• WHAT YOU SHOULD DO
For every record below, write out an exact copy.

====== EXTRACTED ENTRIES

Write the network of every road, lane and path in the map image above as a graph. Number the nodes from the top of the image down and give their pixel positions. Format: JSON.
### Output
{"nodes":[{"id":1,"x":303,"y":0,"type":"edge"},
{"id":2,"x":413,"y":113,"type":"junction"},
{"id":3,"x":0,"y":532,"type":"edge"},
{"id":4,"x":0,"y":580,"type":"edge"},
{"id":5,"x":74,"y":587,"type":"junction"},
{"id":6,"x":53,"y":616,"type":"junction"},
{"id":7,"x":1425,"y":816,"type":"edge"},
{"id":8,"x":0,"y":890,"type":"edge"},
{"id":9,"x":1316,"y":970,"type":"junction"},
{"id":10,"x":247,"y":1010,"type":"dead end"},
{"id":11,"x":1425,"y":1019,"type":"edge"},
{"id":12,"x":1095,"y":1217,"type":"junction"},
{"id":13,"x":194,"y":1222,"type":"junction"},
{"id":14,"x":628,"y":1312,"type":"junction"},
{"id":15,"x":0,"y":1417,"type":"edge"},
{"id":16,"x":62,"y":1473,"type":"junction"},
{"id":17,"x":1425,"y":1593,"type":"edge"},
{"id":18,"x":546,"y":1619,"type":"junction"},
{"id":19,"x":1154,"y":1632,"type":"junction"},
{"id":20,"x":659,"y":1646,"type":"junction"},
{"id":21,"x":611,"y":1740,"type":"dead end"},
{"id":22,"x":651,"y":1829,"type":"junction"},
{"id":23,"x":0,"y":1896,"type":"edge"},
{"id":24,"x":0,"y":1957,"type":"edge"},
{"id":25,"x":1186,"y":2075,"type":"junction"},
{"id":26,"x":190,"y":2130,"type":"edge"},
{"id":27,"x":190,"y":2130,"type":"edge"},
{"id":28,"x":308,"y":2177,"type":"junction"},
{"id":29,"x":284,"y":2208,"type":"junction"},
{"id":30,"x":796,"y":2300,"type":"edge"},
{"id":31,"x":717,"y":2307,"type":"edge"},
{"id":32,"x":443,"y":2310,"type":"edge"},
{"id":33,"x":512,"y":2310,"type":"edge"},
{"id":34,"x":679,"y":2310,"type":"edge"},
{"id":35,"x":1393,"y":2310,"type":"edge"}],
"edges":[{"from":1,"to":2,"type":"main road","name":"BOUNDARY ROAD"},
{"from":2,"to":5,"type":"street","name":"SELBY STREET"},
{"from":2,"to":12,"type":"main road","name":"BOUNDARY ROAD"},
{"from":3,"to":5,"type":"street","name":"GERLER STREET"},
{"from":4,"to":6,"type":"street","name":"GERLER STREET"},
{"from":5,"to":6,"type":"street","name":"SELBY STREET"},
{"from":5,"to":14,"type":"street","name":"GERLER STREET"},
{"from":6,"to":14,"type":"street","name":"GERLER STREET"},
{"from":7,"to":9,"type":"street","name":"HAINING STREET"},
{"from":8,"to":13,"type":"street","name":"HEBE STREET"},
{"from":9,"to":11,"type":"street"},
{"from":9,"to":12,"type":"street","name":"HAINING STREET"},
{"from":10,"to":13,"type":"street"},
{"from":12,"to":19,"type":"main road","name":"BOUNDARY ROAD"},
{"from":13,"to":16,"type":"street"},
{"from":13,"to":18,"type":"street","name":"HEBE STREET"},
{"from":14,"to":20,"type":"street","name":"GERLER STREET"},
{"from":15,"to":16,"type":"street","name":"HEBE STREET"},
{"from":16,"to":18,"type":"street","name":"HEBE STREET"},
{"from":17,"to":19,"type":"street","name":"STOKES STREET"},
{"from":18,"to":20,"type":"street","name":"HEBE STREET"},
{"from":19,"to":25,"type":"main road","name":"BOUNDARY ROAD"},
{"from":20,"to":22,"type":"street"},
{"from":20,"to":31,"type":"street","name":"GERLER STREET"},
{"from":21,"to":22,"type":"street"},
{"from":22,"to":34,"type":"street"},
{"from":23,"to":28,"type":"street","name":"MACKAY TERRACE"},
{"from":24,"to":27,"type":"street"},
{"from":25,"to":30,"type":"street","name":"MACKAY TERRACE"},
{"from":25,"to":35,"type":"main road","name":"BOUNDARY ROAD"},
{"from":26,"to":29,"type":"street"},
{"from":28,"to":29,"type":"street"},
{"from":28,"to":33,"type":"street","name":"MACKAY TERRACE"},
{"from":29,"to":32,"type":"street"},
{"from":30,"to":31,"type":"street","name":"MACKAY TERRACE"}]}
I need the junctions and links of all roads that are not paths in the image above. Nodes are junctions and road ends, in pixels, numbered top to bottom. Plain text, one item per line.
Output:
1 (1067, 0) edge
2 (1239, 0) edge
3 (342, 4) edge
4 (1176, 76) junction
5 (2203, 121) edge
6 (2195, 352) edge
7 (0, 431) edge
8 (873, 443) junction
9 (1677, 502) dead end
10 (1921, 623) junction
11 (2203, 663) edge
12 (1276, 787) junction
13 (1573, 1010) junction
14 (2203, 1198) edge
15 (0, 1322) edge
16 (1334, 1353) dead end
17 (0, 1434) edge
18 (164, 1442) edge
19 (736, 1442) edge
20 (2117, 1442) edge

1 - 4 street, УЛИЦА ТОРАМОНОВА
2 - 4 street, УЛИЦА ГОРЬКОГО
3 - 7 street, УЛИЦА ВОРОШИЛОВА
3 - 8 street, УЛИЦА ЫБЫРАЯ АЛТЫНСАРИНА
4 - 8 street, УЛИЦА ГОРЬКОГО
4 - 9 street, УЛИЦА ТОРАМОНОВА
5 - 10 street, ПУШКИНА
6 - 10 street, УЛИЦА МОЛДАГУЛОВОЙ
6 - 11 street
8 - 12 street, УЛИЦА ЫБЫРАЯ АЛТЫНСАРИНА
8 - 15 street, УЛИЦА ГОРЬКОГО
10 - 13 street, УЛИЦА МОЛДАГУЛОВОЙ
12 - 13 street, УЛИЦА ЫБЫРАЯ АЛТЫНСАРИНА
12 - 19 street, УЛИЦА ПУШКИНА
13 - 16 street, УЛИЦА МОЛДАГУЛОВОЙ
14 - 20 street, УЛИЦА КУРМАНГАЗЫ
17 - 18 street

============

• ANSWER TO THIS EXERCISE
Write the network of every road, lane and path in the map image above as a graph. Number the nodes from the top of the image down and give their pixel positions. Format: JSON.
### Output
{"nodes":[{"id":1,"x":303,"y":0,"type":"edge"},
{"id":2,"x":413,"y":113,"type":"junction"},
{"id":3,"x":0,"y":532,"type":"edge"},
{"id":4,"x":0,"y":580,"type":"edge"},
{"id":5,"x":74,"y":587,"type":"junction"},
{"id":6,"x":53,"y":616,"type":"junction"},
{"id":7,"x":1425,"y":816,"type":"edge"},
{"id":8,"x":0,"y":890,"type":"edge"},
{"id":9,"x":1316,"y":970,"type":"junction"},
{"id":10,"x":247,"y":1010,"type":"dead end"},
{"id":11,"x":1425,"y":1019,"type":"edge"},
{"id":12,"x":1095,"y":1217,"type":"junction"},
{"id":13,"x":194,"y":1222,"type":"junction"},
{"id":14,"x":628,"y":1312,"type":"junction"},
{"id":15,"x":0,"y":1417,"type":"edge"},
{"id":16,"x":62,"y":1473,"type":"junction"},
{"id":17,"x":1425,"y":1593,"type":"edge"},
{"id":18,"x":546,"y":1619,"type":"junction"},
{"id":19,"x":1154,"y":1632,"type":"junction"},
{"id":20,"x":659,"y":1646,"type":"junction"},
{"id":21,"x":611,"y":1740,"type":"dead end"},
{"id":22,"x":651,"y":1829,"type":"junction"},
{"id":23,"x":0,"y":1896,"type":"edge"},
{"id":24,"x":0,"y":1957,"type":"edge"},
{"id":25,"x":1186,"y":2075,"type":"junction"},
{"id":26,"x":190,"y":2130,"type":"edge"},
{"id":27,"x":190,"y":2130,"type":"edge"},
{"id":28,"x":308,"y":2177,"type":"junction"},
{"id":29,"x":284,"y":2208,"type":"junction"},
{"id":30,"x":796,"y":2300,"type":"edge"},
{"id":31,"x":717,"y":2307,"type":"edge"},
{"id":32,"x":443,"y":2310,"type":"edge"},
{"id":33,"x":512,"y":2310,"type":"edge"},
{"id":34,"x":679,"y":2310,"type":"edge"},
{"id":35,"x":1393,"y":2310,"type":"edge"}],
"edges":[{"from":1,"to":2,"type":"main road","name":"BOUNDARY ROAD"},
{"from":2,"to":5,"type":"street","name":"SELBY STREET"},
{"from":2,"to":12,"type":"main road","name":"BOUNDARY ROAD"},
{"from":3,"to":5,"type":"street","name":"GERLER STREET"},
{"from":4,"to":6,"type":"street","name":"GERLER STREET"},
{"from":5,"to":6,"type":"street","name":"SELBY STREET"},
{"from":5,"to":14,"type":"street","name":"GERLER STREET"},
{"from":6,"to":14,"type":"street","name":"GERLER STREET"},
{"from":7,"to":9,"type":"street","name":"HAINING STREET"},
{"from":8,"to":13,"type":"street","name":"HEBE STREET"},
{"from":9,"to":11,"type":"street"},
{"from":9,"to":12,"type":"street","name":"HAINING STREET"},
{"from":10,"to":13,"type":"street"},
{"from":12,"to":19,"type":"main road","name":"BOUNDARY ROAD"},
{"from":13,"to":16,"type":"street"},
{"from":13,"to":18,"type":"street","name":"HEBE STREET"},
{"from":14,"to":20,"type":"street","name":"GERLER STREET"},
{"from":15,"to":16,"type":"street","name":"HEBE STREET"},
{"from":16,"to":18,"type":"street","name":"HEBE STREET"},
{"from":17,"to":19,"type":"street","name":"STOKES STREET"},
{"from":18,"to":20,"type":"street","name":"HEBE STREET"},
{"from":19,"to":25,"type":"main road","name":"BOUNDARY ROAD"},
{"from":20,"to":22,"type":"street"},
{"from":20,"to":31,"type":"street","name":"GERLER STREET"},
{"from":21,"to":22,"type":"street"},
{"from":22,"to":34,"type":"street"},
{"from":23,"to":28,"type":"street","name":"MACKAY TERRACE"},
{"from":24,"to":27,"type":"street"},
{"from":25,"to":30,"type":"street","name":"MACKAY TERRACE"},
{"from":25,"to":35,"type":"main road","name":"BOUNDARY ROAD"},
{"from":26,"to":29,"type":"street"},
{"from":28,"to":29,"type":"street"},
{"from":28,"to":33,"type":"street","name":"MACKAY TERRACE"},
{"from":29,"to":32,"type":"street"},
{"from":30,"to":31,"type":"street","name":"MACKAY TERRACE"}]}
I need the junctions and links of all roads that are not paths in the image above. Nodes are junctions and road ends, in pixels, numbered top to bottom. Plain text, one item per line.
Output:
1 (1067, 0) edge
2 (1239, 0) edge
3 (342, 4) edge
4 (1176, 76) junction
5 (2203, 121) edge
6 (2195, 352) edge
7 (0, 431) edge
8 (873, 443) junction
9 (1677, 502) dead end
10 (1921, 623) junction
11 (2203, 663) edge
12 (1276, 787) junction
13 (1573, 1010) junction
14 (2203, 1198) edge
15 (0, 1322) edge
16 (1334, 1353) dead end
17 (0, 1434) edge
18 (164, 1442) edge
19 (736, 1442) edge
20 (2117, 1442) edge

1 - 4 street, УЛИЦА ТОРАМОНОВА
2 - 4 street, УЛИЦА ГОРЬКОГО
3 - 7 street, УЛИЦА ВОРОШИЛОВА
3 - 8 street, УЛИЦА ЫБЫРАЯ АЛТЫНСАРИНА
4 - 8 street, УЛИЦА ГОРЬКОГО
4 - 9 street, УЛИЦА ТОРАМОНОВА
5 - 10 street, ПУШКИНА
6 - 10 street, УЛИЦА МОЛДАГУЛОВОЙ
6 - 11 street
8 - 12 street, УЛИЦА ЫБЫРАЯ АЛТЫНСАРИНА
8 - 15 street, УЛИЦА ГОРЬКОГО
10 - 13 street, УЛИЦА МОЛДАГУЛОВОЙ
12 - 13 street, УЛИЦА ЫБЫРАЯ АЛТЫНСАРИНА
12 - 19 street, УЛИЦА ПУШКИНА
13 - 16 street, УЛИЦА МОЛДАГУЛОВОЙ
14 - 20 street, УЛИЦА КУРМАНГАЗЫ
17 - 18 street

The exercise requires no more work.